Aging Increases Cytochrome P450 4A Modulation of α1-Adrenergic Vasoconstriction in Mesenteric Arteries

Abstract

Aging is associated with peripheral vascular dysfunction. In vascular smooth muscle, cytochrome P450 4A (CYP4A) enzymes form the vasoconstrictor 20-hydroxyeicosatetraenoic acid (20-HETE). 20-HETE acts as an intracellular messenger to modulate vasoconstriction induced by various agonists, including the alpha1-adrenergic agonist phenylephrine (PE) and endothelin-1 (ET-1). Eicosanoids produced by CYP4A contribute to the elevated vascular tone in hypertension, but the effects of advanced age on CYP4A modulation of vasoconstriction are unknown.

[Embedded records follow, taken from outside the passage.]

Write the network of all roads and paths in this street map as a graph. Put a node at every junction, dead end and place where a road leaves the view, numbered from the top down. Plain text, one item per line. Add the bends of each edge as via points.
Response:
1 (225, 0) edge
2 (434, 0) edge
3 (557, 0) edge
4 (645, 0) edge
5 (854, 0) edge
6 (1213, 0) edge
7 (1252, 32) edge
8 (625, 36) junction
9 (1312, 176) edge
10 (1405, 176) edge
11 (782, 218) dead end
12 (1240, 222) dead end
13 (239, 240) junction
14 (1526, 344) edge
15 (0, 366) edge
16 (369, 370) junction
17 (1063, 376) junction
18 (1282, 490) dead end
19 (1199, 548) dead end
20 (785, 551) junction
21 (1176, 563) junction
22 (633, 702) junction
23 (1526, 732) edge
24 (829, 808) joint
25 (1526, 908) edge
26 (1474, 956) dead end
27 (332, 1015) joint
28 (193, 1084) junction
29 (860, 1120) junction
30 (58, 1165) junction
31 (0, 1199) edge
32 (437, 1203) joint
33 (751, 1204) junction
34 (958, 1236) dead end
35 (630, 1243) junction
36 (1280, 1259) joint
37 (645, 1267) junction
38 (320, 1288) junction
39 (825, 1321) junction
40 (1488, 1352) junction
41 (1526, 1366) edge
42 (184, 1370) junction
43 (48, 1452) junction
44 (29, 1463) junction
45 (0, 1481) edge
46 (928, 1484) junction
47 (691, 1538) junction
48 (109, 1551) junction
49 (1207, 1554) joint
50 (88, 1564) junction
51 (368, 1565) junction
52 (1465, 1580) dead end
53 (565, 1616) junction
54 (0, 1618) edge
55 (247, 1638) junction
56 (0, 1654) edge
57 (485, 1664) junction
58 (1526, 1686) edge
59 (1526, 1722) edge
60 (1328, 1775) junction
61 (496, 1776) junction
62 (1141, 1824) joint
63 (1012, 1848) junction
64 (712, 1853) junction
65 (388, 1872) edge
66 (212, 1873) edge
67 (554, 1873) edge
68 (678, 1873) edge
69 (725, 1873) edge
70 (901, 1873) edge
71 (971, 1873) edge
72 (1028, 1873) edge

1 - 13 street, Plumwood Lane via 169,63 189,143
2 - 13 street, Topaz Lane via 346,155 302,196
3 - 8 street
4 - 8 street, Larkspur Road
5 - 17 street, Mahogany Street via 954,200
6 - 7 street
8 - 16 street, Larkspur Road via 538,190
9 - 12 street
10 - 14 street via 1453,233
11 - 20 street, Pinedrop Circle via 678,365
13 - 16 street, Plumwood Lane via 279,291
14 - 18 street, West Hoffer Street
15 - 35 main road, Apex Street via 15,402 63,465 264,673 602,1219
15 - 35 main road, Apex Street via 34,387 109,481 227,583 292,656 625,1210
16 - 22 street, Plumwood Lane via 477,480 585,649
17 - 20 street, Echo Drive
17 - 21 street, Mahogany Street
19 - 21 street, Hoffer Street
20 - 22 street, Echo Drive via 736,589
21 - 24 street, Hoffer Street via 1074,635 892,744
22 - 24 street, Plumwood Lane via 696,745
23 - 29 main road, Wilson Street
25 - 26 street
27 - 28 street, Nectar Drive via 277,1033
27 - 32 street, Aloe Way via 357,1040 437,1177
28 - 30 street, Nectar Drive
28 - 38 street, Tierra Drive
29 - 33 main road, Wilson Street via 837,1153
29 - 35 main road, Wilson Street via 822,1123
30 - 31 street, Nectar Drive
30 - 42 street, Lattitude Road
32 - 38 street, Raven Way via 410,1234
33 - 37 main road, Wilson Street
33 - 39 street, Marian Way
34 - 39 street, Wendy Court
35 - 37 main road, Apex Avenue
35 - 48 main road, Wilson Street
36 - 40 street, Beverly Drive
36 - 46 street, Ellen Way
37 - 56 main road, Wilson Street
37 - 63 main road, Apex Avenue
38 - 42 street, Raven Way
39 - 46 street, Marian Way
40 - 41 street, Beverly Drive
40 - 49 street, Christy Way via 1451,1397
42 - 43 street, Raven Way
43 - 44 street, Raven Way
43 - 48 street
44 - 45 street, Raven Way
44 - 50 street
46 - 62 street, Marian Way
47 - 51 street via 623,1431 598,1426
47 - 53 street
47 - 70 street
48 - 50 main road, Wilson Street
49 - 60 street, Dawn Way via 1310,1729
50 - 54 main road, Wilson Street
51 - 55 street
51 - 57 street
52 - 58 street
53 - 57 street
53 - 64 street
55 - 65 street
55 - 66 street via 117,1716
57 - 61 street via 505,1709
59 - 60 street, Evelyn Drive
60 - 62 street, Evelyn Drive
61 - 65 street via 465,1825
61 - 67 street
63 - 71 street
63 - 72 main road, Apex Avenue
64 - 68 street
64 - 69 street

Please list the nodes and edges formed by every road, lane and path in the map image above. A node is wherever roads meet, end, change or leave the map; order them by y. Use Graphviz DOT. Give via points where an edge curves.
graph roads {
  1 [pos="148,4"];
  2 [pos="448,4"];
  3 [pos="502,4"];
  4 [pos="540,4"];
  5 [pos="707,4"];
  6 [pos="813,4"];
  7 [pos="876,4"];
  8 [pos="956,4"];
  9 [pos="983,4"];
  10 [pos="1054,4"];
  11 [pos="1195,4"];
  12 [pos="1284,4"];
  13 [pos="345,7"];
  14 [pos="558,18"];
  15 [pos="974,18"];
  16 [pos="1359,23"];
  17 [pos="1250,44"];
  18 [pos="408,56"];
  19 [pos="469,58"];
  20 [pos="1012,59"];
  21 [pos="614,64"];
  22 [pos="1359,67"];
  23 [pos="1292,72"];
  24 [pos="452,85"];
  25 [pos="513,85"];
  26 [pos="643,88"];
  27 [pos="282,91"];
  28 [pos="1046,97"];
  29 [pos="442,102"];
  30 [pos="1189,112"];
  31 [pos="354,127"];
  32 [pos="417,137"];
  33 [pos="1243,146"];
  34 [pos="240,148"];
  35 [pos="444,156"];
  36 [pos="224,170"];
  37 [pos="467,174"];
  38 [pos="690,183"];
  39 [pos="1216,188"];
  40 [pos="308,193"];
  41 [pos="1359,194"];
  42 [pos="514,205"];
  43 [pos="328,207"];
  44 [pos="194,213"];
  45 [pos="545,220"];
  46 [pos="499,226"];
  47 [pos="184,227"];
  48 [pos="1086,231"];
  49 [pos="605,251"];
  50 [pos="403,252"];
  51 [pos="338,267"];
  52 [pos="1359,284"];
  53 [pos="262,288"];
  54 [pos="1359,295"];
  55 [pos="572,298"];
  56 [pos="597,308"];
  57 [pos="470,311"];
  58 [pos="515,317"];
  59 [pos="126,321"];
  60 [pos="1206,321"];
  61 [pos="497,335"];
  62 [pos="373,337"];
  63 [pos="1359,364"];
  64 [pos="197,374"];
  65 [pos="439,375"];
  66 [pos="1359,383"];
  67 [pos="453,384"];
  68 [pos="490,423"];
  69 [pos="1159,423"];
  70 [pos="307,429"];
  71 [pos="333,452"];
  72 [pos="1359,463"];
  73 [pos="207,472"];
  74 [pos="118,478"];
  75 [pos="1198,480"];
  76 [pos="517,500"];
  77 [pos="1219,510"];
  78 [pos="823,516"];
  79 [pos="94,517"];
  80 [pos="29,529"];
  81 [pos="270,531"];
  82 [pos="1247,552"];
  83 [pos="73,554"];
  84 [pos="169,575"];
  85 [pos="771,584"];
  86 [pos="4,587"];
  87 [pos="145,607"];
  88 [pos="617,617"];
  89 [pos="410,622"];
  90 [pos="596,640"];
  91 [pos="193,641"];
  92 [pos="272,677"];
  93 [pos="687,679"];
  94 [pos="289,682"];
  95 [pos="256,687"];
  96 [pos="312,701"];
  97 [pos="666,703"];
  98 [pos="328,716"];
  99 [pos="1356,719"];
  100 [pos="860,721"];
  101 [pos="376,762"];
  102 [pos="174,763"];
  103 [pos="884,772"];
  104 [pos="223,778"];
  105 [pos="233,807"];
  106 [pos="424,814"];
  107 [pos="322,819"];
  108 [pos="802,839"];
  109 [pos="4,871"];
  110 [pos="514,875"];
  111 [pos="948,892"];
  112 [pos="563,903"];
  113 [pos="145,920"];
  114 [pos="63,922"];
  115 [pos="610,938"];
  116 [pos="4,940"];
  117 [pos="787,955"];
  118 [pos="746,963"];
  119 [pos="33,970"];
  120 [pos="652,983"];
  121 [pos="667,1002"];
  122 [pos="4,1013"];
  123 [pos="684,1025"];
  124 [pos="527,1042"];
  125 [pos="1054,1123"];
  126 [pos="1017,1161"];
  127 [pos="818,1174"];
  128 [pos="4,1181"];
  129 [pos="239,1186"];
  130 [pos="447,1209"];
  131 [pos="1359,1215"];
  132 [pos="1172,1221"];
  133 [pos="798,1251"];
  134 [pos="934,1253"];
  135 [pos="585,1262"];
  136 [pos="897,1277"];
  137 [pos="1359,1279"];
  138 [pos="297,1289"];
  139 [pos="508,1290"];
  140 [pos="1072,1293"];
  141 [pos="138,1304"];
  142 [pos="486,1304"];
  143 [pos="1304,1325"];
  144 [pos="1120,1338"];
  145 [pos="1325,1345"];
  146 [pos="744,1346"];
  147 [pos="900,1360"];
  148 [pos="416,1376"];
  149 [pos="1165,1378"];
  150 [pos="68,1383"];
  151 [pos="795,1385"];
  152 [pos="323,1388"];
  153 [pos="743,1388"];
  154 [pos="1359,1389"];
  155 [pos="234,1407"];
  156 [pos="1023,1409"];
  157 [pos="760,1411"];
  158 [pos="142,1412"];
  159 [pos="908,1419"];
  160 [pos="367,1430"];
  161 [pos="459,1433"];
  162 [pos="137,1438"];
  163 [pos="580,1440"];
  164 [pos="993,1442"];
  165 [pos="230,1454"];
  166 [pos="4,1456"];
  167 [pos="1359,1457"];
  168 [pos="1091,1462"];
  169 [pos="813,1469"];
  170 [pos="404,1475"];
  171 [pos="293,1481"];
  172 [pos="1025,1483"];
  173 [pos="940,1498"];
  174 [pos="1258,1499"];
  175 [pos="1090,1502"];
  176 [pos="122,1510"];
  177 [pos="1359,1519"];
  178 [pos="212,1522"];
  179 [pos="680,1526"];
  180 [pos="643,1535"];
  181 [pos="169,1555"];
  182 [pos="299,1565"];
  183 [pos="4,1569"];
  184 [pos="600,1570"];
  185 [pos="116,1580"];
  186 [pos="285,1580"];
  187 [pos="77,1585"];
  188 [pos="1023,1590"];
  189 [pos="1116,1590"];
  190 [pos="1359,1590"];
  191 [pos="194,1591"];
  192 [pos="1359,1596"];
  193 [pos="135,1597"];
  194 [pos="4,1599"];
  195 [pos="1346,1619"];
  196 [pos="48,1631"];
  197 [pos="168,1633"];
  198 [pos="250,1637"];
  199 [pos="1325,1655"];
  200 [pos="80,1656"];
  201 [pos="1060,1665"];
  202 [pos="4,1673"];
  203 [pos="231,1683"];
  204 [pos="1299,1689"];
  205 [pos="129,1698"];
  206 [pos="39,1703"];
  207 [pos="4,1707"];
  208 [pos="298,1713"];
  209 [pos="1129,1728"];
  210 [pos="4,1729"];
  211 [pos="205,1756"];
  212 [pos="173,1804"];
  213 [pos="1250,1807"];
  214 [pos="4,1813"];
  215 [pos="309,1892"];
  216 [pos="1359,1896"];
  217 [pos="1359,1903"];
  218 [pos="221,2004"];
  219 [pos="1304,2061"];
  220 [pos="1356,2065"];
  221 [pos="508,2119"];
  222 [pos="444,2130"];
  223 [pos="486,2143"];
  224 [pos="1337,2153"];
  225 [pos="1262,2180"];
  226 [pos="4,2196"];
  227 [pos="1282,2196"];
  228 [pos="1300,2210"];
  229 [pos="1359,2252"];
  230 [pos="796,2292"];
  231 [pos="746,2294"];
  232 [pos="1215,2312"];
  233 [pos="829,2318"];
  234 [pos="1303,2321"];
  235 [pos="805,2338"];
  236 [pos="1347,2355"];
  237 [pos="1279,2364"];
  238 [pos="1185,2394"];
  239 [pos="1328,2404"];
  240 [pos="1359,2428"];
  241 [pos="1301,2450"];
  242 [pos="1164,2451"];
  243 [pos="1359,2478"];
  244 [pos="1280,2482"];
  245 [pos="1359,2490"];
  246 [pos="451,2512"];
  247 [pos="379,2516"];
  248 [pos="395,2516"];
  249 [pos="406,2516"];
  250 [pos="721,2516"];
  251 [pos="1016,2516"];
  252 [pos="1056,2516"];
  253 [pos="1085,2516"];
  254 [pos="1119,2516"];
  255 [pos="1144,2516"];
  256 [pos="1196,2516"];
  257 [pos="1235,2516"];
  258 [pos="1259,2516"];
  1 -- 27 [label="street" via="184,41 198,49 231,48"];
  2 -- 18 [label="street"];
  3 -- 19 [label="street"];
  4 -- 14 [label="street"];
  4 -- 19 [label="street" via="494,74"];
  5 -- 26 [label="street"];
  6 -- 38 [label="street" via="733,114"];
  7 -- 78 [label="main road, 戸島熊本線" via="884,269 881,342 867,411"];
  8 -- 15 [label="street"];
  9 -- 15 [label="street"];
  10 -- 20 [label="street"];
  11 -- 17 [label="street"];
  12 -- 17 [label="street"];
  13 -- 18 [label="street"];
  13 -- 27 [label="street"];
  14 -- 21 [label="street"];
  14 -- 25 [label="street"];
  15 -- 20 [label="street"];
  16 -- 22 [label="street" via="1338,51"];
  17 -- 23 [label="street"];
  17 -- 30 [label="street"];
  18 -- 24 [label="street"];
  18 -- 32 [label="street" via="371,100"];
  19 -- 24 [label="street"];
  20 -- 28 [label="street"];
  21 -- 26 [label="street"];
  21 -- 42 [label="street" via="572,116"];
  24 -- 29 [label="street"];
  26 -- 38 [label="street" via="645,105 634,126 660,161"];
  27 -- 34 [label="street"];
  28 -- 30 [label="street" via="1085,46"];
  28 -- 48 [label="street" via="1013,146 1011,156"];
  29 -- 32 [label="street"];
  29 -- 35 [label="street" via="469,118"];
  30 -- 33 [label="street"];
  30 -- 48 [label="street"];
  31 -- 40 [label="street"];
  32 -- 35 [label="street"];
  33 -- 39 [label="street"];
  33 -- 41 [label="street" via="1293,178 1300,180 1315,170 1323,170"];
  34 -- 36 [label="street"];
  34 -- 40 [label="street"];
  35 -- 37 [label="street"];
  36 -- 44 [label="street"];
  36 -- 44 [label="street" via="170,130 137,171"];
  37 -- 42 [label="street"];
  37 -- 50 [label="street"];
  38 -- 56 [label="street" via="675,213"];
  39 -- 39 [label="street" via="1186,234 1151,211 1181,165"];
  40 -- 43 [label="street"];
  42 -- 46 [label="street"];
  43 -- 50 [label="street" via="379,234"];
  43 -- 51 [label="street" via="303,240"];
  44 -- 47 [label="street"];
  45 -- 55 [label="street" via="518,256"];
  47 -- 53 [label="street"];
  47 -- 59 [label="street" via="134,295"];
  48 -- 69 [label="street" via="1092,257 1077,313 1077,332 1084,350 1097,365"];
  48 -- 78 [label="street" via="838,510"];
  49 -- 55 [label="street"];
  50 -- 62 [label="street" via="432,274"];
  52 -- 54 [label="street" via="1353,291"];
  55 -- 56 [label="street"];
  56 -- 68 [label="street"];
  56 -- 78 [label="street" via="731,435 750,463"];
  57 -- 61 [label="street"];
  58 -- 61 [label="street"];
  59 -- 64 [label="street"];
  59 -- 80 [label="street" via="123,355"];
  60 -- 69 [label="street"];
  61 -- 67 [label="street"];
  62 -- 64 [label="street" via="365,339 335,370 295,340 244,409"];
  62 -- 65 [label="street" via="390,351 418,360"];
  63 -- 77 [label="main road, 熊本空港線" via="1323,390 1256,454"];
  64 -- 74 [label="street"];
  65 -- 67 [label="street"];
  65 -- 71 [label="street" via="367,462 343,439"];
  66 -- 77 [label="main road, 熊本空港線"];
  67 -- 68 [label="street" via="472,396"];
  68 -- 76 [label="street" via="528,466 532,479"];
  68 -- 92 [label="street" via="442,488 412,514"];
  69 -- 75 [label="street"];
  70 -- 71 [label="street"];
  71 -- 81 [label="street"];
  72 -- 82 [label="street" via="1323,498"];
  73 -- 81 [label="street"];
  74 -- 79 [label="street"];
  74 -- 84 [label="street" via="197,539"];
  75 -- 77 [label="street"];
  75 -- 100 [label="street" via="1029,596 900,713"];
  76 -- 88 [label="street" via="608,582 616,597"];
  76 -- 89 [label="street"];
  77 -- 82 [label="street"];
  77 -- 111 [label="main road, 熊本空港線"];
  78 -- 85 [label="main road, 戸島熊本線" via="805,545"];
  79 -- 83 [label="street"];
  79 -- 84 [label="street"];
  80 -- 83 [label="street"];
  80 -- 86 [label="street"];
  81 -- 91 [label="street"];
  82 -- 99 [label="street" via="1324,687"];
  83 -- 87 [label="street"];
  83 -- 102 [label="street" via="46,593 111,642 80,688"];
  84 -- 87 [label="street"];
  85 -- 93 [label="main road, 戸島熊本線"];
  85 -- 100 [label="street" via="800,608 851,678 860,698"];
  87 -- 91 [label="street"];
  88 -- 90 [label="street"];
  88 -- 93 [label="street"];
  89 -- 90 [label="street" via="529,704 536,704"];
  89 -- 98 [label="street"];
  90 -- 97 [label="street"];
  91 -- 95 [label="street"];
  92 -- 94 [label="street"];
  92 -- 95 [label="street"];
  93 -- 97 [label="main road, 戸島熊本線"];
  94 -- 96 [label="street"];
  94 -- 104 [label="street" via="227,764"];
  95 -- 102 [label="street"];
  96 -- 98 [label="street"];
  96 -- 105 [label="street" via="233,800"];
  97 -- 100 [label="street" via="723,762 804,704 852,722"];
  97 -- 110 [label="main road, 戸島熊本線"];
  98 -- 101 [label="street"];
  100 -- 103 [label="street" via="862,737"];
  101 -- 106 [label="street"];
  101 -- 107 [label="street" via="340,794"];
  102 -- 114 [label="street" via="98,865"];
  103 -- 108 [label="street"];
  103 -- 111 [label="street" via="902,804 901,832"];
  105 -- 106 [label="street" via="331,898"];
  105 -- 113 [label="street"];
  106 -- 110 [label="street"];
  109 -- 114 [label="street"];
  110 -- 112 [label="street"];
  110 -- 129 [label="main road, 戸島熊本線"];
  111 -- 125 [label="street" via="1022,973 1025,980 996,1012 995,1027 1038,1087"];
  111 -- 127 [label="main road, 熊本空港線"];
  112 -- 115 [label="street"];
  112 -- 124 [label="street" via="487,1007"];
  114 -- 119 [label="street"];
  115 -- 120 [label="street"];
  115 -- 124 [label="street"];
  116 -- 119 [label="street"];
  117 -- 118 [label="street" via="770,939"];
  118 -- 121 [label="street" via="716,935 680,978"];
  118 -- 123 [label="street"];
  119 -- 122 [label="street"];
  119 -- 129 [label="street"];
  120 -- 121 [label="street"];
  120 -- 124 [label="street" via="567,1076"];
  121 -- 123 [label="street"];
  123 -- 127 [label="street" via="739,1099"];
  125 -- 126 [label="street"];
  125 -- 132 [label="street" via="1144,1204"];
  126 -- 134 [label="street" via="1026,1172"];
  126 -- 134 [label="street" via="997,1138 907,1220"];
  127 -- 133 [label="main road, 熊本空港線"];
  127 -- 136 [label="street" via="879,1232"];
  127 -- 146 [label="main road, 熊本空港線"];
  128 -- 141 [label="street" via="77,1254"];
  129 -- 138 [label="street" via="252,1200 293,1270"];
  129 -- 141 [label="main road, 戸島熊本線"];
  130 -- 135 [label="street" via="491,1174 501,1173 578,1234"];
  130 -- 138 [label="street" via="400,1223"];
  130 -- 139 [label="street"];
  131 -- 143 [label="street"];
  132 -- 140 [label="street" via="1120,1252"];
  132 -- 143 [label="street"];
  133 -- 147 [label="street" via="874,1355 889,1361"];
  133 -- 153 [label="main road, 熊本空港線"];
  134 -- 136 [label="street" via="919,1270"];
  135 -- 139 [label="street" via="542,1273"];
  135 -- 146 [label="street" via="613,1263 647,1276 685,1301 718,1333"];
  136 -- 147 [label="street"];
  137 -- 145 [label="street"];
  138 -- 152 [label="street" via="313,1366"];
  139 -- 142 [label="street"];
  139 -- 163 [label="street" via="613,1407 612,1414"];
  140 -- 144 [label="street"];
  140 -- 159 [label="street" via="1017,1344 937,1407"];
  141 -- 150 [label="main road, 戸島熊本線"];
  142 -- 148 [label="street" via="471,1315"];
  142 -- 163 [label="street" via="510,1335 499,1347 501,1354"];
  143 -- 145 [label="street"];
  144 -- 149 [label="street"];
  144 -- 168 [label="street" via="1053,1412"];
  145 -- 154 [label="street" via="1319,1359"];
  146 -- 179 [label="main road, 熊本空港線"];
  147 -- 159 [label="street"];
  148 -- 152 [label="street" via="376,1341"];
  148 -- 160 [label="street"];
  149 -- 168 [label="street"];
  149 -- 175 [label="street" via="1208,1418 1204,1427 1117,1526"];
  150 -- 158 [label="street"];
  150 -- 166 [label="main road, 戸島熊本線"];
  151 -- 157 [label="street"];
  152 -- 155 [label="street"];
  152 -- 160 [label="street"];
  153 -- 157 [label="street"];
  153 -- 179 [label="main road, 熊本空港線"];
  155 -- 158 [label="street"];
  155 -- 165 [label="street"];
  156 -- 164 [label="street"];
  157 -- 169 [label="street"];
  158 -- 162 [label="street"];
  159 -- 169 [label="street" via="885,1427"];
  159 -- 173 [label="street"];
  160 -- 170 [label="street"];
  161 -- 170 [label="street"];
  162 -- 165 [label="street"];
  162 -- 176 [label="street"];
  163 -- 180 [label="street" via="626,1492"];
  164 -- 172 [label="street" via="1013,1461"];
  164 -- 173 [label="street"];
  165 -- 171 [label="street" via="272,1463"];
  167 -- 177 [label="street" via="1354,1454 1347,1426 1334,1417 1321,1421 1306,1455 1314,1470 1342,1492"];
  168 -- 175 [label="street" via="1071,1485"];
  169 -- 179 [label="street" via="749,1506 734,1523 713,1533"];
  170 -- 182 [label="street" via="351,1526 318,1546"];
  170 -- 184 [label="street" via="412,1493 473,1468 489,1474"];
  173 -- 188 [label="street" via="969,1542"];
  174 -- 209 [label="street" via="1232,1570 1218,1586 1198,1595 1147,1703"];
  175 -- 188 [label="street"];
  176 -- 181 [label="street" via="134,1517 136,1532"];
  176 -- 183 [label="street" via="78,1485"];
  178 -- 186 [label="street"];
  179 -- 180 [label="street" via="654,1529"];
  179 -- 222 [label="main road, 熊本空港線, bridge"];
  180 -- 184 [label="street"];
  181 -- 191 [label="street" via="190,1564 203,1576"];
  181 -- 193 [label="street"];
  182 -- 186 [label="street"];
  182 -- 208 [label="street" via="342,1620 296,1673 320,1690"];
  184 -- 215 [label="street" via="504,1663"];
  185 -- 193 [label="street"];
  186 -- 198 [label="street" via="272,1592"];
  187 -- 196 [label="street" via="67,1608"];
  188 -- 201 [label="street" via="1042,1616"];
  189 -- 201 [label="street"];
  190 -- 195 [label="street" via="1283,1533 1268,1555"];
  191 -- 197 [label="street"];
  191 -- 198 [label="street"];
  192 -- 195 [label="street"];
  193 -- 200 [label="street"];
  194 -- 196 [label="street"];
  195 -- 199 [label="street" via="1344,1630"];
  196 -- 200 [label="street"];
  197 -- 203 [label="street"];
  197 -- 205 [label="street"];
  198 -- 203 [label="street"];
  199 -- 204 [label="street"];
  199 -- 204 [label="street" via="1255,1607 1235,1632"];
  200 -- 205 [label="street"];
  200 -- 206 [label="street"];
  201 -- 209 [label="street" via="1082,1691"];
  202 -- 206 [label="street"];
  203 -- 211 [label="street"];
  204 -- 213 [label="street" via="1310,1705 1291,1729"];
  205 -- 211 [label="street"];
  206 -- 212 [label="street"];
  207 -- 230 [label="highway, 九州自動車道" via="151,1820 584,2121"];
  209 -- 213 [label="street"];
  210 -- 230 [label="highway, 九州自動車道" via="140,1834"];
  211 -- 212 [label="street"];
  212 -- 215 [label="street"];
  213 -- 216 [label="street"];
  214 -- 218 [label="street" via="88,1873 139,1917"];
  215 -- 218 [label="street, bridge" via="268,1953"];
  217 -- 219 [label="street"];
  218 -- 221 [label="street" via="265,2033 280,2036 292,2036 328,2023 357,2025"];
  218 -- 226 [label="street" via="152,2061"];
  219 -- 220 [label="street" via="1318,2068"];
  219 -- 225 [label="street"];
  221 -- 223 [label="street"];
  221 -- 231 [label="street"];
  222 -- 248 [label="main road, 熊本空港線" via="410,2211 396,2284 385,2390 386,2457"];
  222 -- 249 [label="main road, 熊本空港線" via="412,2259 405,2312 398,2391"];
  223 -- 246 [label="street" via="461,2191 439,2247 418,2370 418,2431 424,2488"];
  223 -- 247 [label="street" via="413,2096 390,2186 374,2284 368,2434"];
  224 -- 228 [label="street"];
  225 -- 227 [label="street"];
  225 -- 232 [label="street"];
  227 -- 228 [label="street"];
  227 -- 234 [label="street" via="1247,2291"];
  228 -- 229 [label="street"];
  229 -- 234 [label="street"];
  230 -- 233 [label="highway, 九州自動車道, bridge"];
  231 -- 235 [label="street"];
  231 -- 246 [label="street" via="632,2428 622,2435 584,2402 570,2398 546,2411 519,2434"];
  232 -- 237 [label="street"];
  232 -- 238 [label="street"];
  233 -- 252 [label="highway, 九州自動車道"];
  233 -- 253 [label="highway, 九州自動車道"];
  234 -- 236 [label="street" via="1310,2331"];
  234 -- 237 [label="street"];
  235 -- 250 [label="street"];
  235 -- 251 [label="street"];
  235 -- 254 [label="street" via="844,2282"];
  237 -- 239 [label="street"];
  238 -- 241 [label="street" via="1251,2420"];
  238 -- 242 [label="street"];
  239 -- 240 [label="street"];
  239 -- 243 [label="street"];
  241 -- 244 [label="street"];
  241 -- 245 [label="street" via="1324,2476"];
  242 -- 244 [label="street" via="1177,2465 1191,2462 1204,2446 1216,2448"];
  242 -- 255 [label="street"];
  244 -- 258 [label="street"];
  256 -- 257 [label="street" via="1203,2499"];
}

Mesenteric arteries were isolated from young (3 to 4 months) and aged (17 to 18 months) Sprague-Dawley rats. Vasoconstriction was induced with PE or ET-1 in the absence or presence of the CYP4A inhibitor DDMS and/or the ETA inhibitor BQ123. CYP4A inhibition with DDMS significantly reduced PE sensitivity in aged rats, but it had no effect in young. Furthermore, in aged rats only, ETA inhibition reduced PE sensitivity while combined inhibition of CYP4A and ETA had no additional effect, suggesting that the pathways work in concert in aging. Exogenous ET-1 constriction was not altered by DDMS in young or aged rats. Overall, our data indicate that aging increases the contribution of CYP4A to alpha1-adrenergic vasoconstriction in systemic arteries. Understanding aging-related changes in vascular function is important for development of novel targets for the prevention of cardiovascular disease.